4. Venons-en à présent à notre strophe (cf. vv. 145-152), qui s'adapte bien à l'atmosphère des Laudes du matin. La scène qui est placée au centre de ces huit versets est une scène nocturne, mais ouverte au jour nouveau. Après une longue nuit d'attente et de veille en prière dans le temple, lorsque l'aurore apparaît à l'horizon et que la liturgie commence, le fidèle est certain que le Seigneur exaucera celui qui a passé la nuit en prière, en espérant et en méditant la Parole divine. Réconforté par cette assurance, il ne craindra plus les dangers de la journée qui s'ouvre à lui. Il sait qu'il ne sera pas écrasé par ses persécuteurs qui l'assiègent par trahison (cf. v. 150), car le Seigneur est à ses côtés.


5. La strophe exprime une prière intense:  "J'appelle de tout coeur, réponds-moi, Yahvé... Je devance l'aurore et j'implore, j'espère en ta parole..." (vv. 145.147). Dans le Livre des Lamentations on peut lire cette invitation:  "Debout! Pousse un cri dans la nuit au commencement des veilles; répands ton coeur comme de l'eau devant la face de Yahvé, élève vers lui tes mains" (Lm 2, 19). Saint Ambroise répétait:  "Ne sais-tu pas, ô homme que chaque jour tu dois offrir à Dieu les prémisses de ton coeur et de ta voix? Hâte-toi à l'aube pour apporter à l'église les prémisses de ta piété" (Ex. in ps. CXVIII:  PL 15, 1476A).

Dans le même temps, notre strophe est également l'exaltation d'une certitude:  nous ne sommes pas seuls car Dieu écoute et intervient. La personne en prière le dit:  "Tu es proche, toi, Yahvé" (v. 151). Les autres Psaumes le confirment:  "Approche de mon âme, venge-la, à cause de mes ennemis, rachète-moi" (Ps 68, 19); "Proche est Yahvé des coeurs brisés, il sauve les esprits abattus" (Ps 33, 19).

                                                                   * * *

Parmi les pèlerins qui assistaient à l'Audience générale du 14 novembre 2001 se trouvaient les groupes suivants, auxquels le Saint-Père s'est adressé en français: 

De France:  Anciennes élèves de l'Amicale de Boisfleury-Sacré-Coeur de Meylan.

Chers Frères et Sœurs,

Nous venons d’entendre un extrait du psaume 118, qui célèbre la Torah, c’est-à-dire la Loi et la Parole de Dieu. En une longue litanie, tout au long des cent soixante-seize versets de ce chant, les diverses expressions qui désignent la Torah sont sans cesse reprises. Ce processus de répétition permet au fidèle de mémoriser et d’intérioriser la Révélation divine, et l’aide à adhérer intérieurement au Seigneur, dans un abandon confiant. Pénétrant ainsi davantage le mystère de Dieu, le croyant y découvre aussi une lumière qui éclaire sa vie morale.

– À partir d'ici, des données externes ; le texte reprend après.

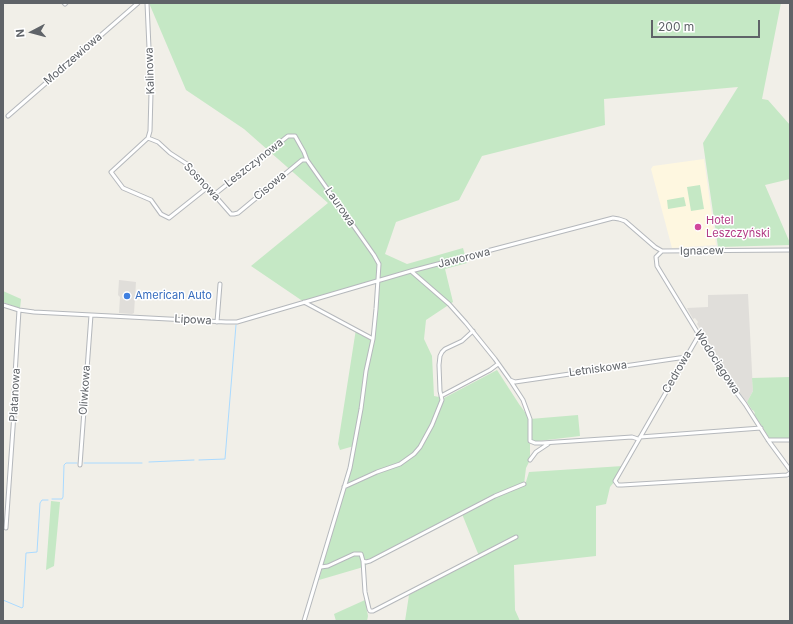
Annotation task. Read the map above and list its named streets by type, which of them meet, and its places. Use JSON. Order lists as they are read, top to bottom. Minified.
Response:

Les versets chantés tout à l’heure évoquent l’intense prière du fidèle qui, durant la veille de la nuit, se tourne vers Dieu et médite sur sa Parole. À l’approche de l’aurore, il offre le jour nouveau au Seigneur, assuré que le Très-Haut veillera sur lui. Certain de la présence aimante de Dieu, qui écoute et qui répond, il rend grâce : «Le Seigneur est proche du cœur brisé, il sauve l’esprit abattu».

J’accueille avec joie les pèlerins de langue française, notamment les anciennes élèves du Sacré-Cœur de Meylan. Que le Christ vous manifeste sa présence et que sa lumière vous apporte paix et joie ! A tous, j’accorde bien volontiers la Bénédiction apostolique.